Action item>
Check the entries below for lines with "down"; report only how many there are.

Exercise material>
┌────────
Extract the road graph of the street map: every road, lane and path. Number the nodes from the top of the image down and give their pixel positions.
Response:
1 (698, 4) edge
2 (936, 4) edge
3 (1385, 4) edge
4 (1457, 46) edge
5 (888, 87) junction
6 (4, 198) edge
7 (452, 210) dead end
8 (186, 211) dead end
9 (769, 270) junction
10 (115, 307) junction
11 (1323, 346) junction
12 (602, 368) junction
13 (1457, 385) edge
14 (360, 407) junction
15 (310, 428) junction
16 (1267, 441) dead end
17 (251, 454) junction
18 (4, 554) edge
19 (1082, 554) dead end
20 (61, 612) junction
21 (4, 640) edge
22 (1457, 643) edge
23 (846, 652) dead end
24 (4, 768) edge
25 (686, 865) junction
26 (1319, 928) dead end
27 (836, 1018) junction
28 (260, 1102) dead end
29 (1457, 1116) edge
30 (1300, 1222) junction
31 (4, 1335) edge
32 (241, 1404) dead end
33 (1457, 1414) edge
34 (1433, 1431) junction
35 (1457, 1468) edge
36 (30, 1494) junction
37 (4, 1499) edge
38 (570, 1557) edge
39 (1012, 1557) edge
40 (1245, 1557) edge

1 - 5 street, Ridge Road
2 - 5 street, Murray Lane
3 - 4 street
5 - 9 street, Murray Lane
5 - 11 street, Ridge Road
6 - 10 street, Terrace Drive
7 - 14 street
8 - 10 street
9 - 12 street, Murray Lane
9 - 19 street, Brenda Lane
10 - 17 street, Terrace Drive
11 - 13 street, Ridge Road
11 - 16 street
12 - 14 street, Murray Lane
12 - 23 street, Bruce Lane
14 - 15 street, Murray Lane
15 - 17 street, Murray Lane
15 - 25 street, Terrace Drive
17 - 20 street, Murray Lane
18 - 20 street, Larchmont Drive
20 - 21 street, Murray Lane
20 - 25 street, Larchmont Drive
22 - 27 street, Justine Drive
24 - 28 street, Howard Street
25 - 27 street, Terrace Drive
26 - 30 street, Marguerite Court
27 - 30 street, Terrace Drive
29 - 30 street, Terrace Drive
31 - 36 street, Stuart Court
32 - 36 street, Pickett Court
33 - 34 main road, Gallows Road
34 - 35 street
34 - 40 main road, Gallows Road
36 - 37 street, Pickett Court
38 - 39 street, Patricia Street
└────────
┌────────
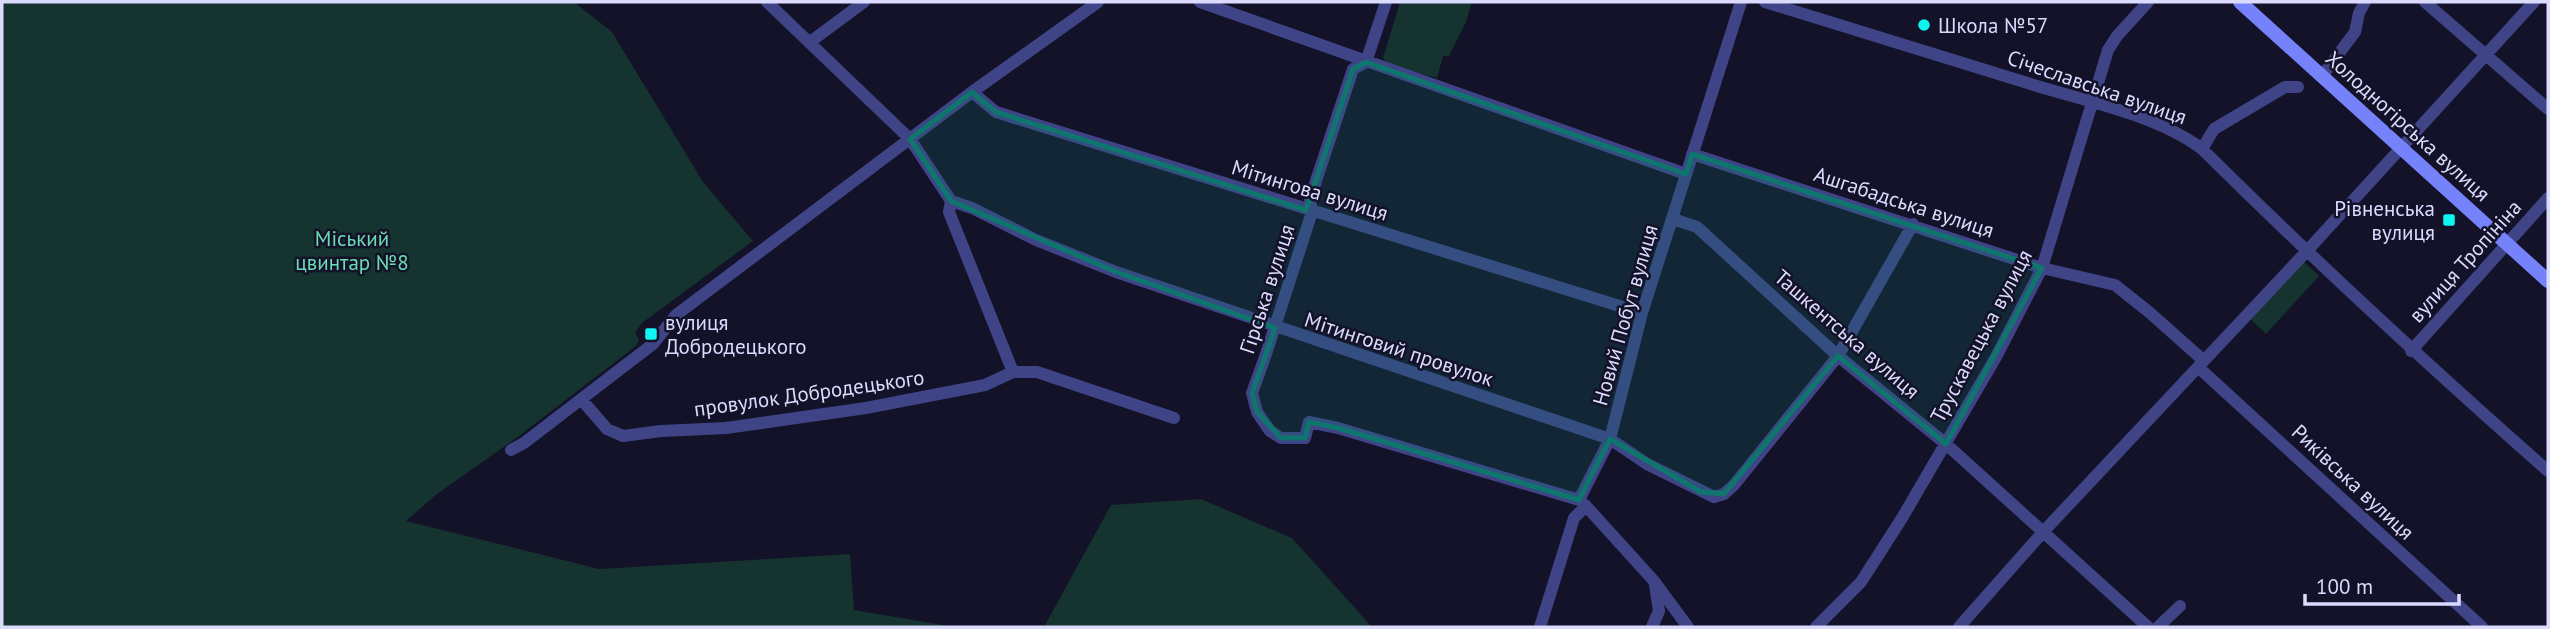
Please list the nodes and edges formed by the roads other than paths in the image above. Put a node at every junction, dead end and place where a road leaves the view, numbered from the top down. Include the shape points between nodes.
└────────
Solution>
2